Beiträge von bauer35


    Moin


    Ja, bei mir wurden die Module getauscht, waren die UMG Module.
    Dort war der Typ aber PW 1400, meines Wissens nach gab es die 2005 noch nicht. Die PW 1650 hat Probleme mit Bruch der Lötstellen, aber auch je nach Vorlieferant des Siliziums soll es Probleme geben.


    Sonnige Grüße


    Jürgen

    Moin


    Ich habe mal eine ganz andere Frage:


    Ich weiß von Fonds, die für die Direktvermarktungsverträge eine Vermittlungsprovision genommen haben, was ich nicht für gerechtfertigt halte, da das in der Geschäftsführung, die ja 4 bis 5 % der Einspeisevergütung beträgt, eingeschlossen sein müßte.
    Wer kann mir berichten, wie es in seinen Beteiligungen gelaufen ist.


    Sonnige Grüße


    Jürgen

    Moin


    Beteiligungen sind mit Vorsicht zu genießen, es stimmt, die Kosten sind aufgebläht,
    Bei Windparkbeteiligungen über überhöhte Einkaufspreise durch versteckte Kosten für Projektierung, Eigenkapitalvermittlung, Prospekterstellung (kenne ein Projekt, wo für die Prospekterstellung 180000 € genommen wurden im Prospekt aber nicht direkt ausgewiesen wurden), und das bei einem trotzdem noch guten Projekt.
    Ich behaupte mal, daß Projektierer der schlechteren Art 30 % schon bei Verkauf der Anteile verdienen, dazu noch bis zu 5 % vom Ertrag für laufende Geschäftsführung , 1 % für Steuerberatung, und bis zu 10 % für Pachten.

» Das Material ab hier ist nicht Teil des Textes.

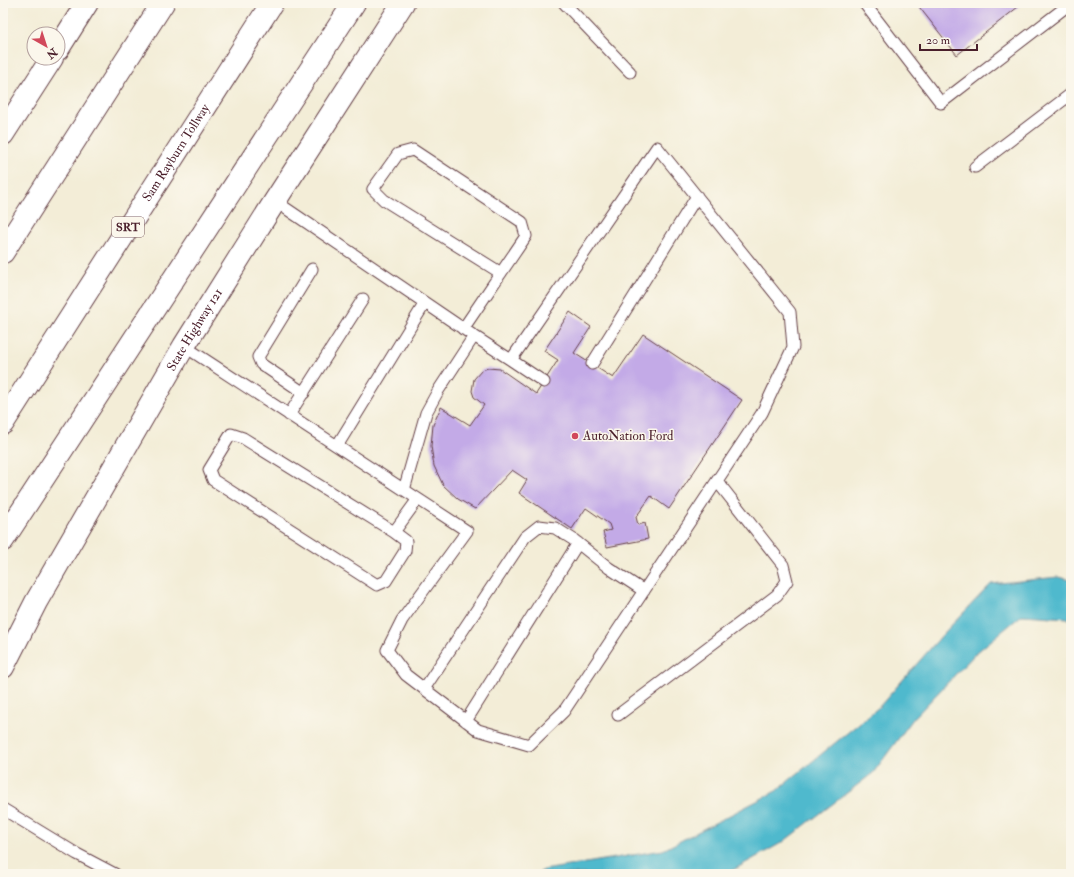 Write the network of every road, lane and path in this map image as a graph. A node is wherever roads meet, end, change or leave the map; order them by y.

    Wenn ein Projekt solide ist, hätte ich keine Bedenken der Hebelung, bei den heutigen niedrigen Zinsen.
    Aber leider gibt es keine guten Angebote mehr.


    Sonnige Grüße


    Jürgen

    Zitat von christopher

    Anbei noch das dazugehörige Urteil:
    Beschluss des Oberlandesgerichtes Hamm vom 20.03.2012 - 20 U 5/12
    Mängelansprüche bei Errichtung einer Photovoltaikanlagen (Dachanlage) verjähren erst nach 5 Jahren.
    Für Freiflächenanlagen hat dies das OLG Bamberg bereits mit Urteil vom 12.01.2012 - 6 W 38/ 11 entschieden.


    Moin


    Endlich ein Nachweis! Danke


    Sonnige Grüße


    Jürgen

    Wie ich schon schrieb, der Bauer nimmt nur, was ihm geboten wird.
    Und geboten wird ihm nur soviel, weil sich Projektierer um Standorte reißen, also sehr gut daran verdienen.
    Nicht umsonst kann ein Projektierer, entstanden aus einer Anwaltskanzlei, Offshoreprojekte stemmen, oder ein anderer sich ganz tolle Immobilien hinstellen.
    Der Bauer, mit seinen Pachten, verdient in der gesamten Wertschöpfung, noch am wenigsten, außer bei schlechten Fonds, wo die Anleger nichts verdienen.

    So wie ich es schreibe, der Projektierer verkauft an vermögende Investoren, wenn sich ein, oder wenige Investoren zusammenschließen, können Sie für die WKA, wie wir für PV Anlagen, Sonderabschreibungen geltend machen, und so Steuern glätten, bzw. in die Zukunft schieben. Früher waren diese steuerlichen Möglichkeiten auch für Publikumsfonds möglich.

    Moin


    Die Pachten sind nur so hoch, wie die Projektierer bieten.


    Da die Projektierer sehr gut an der Geschäftsführung ( um die 5 % des Umsatzes ) für wenig Arbeit, ( Rundumsorglospaket der Hersteller ) verdienen, sich außerdem einen Einmal Bonus zwischen geschätzt 10 % und 15 % des Anlagenpreises gönnen, bei Verkauf der Anlagen an vermögende Steuersparer, geht der Kampf um Projektrechte über die Pachthöhe.